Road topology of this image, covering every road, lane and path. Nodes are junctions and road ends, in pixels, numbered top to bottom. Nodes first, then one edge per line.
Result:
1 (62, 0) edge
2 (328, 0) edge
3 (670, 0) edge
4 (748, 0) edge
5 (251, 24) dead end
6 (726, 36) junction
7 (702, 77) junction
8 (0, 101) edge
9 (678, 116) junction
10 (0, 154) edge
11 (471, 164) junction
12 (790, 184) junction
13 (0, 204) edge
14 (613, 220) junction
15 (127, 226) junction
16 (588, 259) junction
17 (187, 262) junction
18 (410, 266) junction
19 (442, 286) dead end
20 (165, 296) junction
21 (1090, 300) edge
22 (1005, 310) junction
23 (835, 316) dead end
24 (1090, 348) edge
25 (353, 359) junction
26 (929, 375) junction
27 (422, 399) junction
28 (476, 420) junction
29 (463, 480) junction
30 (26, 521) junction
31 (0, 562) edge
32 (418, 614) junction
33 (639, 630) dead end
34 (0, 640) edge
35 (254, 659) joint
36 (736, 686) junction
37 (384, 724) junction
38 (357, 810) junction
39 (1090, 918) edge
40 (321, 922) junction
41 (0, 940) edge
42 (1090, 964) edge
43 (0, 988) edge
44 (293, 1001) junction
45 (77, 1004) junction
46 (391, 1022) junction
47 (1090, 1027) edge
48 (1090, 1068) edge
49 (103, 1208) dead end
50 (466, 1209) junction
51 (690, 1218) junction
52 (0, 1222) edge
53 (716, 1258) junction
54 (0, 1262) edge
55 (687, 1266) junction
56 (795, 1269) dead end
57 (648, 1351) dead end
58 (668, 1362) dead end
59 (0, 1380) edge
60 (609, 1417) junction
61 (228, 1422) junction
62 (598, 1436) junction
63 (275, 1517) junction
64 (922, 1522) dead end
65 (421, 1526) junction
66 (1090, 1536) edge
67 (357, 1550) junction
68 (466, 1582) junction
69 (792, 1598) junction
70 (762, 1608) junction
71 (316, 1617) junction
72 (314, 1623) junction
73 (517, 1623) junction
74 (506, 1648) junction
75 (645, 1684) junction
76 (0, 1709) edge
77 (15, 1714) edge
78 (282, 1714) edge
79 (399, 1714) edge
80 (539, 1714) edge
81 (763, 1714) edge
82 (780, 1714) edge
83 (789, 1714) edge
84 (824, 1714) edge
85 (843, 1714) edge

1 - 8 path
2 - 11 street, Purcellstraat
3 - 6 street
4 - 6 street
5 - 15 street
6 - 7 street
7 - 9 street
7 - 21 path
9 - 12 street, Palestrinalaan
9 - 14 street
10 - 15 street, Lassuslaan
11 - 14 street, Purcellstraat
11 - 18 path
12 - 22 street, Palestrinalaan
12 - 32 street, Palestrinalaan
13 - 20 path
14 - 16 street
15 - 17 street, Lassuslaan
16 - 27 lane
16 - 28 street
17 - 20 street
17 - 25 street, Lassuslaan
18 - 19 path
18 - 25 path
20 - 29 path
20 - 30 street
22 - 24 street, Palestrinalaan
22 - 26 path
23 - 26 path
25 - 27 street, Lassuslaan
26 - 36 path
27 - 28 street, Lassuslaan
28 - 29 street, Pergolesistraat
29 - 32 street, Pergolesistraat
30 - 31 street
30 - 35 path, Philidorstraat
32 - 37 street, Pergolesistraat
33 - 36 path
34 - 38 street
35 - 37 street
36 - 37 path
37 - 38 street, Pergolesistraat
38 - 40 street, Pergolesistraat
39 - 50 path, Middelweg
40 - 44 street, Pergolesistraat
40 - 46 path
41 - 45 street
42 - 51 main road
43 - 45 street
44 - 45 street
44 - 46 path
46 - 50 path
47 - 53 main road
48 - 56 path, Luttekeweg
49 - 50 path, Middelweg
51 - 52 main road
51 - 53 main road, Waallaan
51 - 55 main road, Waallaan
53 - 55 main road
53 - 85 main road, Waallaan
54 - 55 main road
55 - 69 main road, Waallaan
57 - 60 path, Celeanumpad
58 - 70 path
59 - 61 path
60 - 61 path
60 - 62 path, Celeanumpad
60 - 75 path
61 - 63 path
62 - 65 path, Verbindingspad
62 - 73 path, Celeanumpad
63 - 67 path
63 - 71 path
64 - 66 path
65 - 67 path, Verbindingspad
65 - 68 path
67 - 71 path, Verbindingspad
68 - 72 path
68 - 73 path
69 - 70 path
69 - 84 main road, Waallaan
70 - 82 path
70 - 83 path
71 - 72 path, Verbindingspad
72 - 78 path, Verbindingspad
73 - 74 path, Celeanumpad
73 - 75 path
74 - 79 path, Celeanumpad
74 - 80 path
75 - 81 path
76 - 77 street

### INSTRUCTIONS FOR THE TASK
Reproduce the listing exactly, leaving nothing out.

### SOLUTION TO THE PROBLEM
Road topology of this image, covering every road, lane and path. Nodes are junctions and road ends, in pixels, numbered top to bottom. Nodes first, then one edge per line.
Result:
1 (62, 0) edge
2 (328, 0) edge
3 (670, 0) edge
4 (748, 0) edge
5 (251, 24) dead end
6 (726, 36) junction
7 (702, 77) junction
8 (0, 101) edge
9 (678, 116) junction
10 (0, 154) edge
11 (471, 164) junction
12 (790, 184) junction
13 (0, 204) edge
14 (613, 220) junction
15 (127, 226) junction
16 (588, 259) junction
17 (187, 262) junction
18 (410, 266) junction
19 (442, 286) dead end
20 (165, 296) junction
21 (1090, 300) edge
22 (1005, 310) junction
23 (835, 316) dead end
24 (1090, 348) edge
25 (353, 359) junction
26 (929, 375) junction
27 (422, 399) junction
28 (476, 420) junction
29 (463, 480) junction
30 (26, 521) junction
31 (0, 562) edge
32 (418, 614) junction
33 (639, 630) dead end
34 (0, 640) edge
35 (254, 659) joint
36 (736, 686) junction
37 (384, 724) junction
38 (357, 810) junction
39 (1090, 918) edge
40 (321, 922) junction
41 (0, 940) edge
42 (1090, 964) edge
43 (0, 988) edge
44 (293, 1001) junction
45 (77, 1004) junction
46 (391, 1022) junction
47 (1090, 1027) edge
48 (1090, 1068) edge
49 (103, 1208) dead end
50 (466, 1209) junction
51 (690, 1218) junction
52 (0, 1222) edge
53 (716, 1258) junction
54 (0, 1262) edge
55 (687, 1266) junction
56 (795, 1269) dead end
57 (648, 1351) dead end
58 (668, 1362) dead end
59 (0, 1380) edge
60 (609, 1417) junction
61 (228, 1422) junction
62 (598, 1436) junction
63 (275, 1517) junction
64 (922, 1522) dead end
65 (421, 1526) junction
66 (1090, 1536) edge
67 (357, 1550) junction
68 (466, 1582) junction
69 (792, 1598) junction
70 (762, 1608) junction
71 (316, 1617) junction
72 (314, 1623) junction
73 (517, 1623) junction
74 (506, 1648) junction
75 (645, 1684) junction
76 (0, 1709) edge
77 (15, 1714) edge
78 (282, 1714) edge
79 (399, 1714) edge
80 (539, 1714) edge
81 (763, 1714) edge
82 (780, 1714) edge
83 (789, 1714) edge
84 (824, 1714) edge
85 (843, 1714) edge

1 - 8 path
2 - 11 street, Purcellstraat
3 - 6 street
4 - 6 street
5 - 15 street
6 - 7 street
7 - 9 street
7 - 21 path
9 - 12 street, Palestrinalaan
9 - 14 street
10 - 15 street, Lassuslaan
11 - 14 street, Purcellstraat
11 - 18 path
12 - 22 street, Palestrinalaan
12 - 32 street, Palestrinalaan
13 - 20 path
14 - 16 street
15 - 17 street, Lassuslaan
16 - 27 lane
16 - 28 street
17 - 20 street
17 - 25 street, Lassuslaan
18 - 19 path
18 - 25 path
20 - 29 path
20 - 30 street
22 - 24 street, Palestrinalaan
22 - 26 path
23 - 26 path
25 - 27 street, Lassuslaan
26 - 36 path
27 - 28 street, Lassuslaan
28 - 29 street, Pergolesistraat
29 - 32 street, Pergolesistraat
30 - 31 street
30 - 35 path, Philidorstraat
32 - 37 street, Pergolesistraat
33 - 36 path
34 - 38 street
35 - 37 street
36 - 37 path
37 - 38 street, Pergolesistraat
38 - 40 street, Pergolesistraat
39 - 50 path, Middelweg
40 - 44 street, Pergolesistraat
40 - 46 path
41 - 45 street
42 - 51 main road
43 - 45 street
44 - 45 street
44 - 46 path
46 - 50 path
47 - 53 main road
48 - 56 path, Luttekeweg
49 - 50 path, Middelweg
51 - 52 main road
51 - 53 main road, Waallaan
51 - 55 main road, Waallaan
53 - 55 main road
53 - 85 main road, Waallaan
54 - 55 main road
55 - 69 main road, Waallaan
57 - 60 path, Celeanumpad
58 - 70 path
59 - 61 path
60 - 61 path
60 - 62 path, Celeanumpad
60 - 75 path
61 - 63 path
62 - 65 path, Verbindingspad
62 - 73 path, Celeanumpad
63 - 67 path
63 - 71 path
64 - 66 path
65 - 67 path, Verbindingspad
65 - 68 path
67 - 71 path, Verbindingspad
68 - 72 path
68 - 73 path
69 - 70 path
69 - 84 main road, Waallaan
70 - 82 path
70 - 83 path
71 - 72 path, Verbindingspad
72 - 78 path, Verbindingspad
73 - 74 path, Celeanumpad
73 - 75 path
74 - 79 path, Celeanumpad
74 - 80 path
75 - 81 path
76 - 77 street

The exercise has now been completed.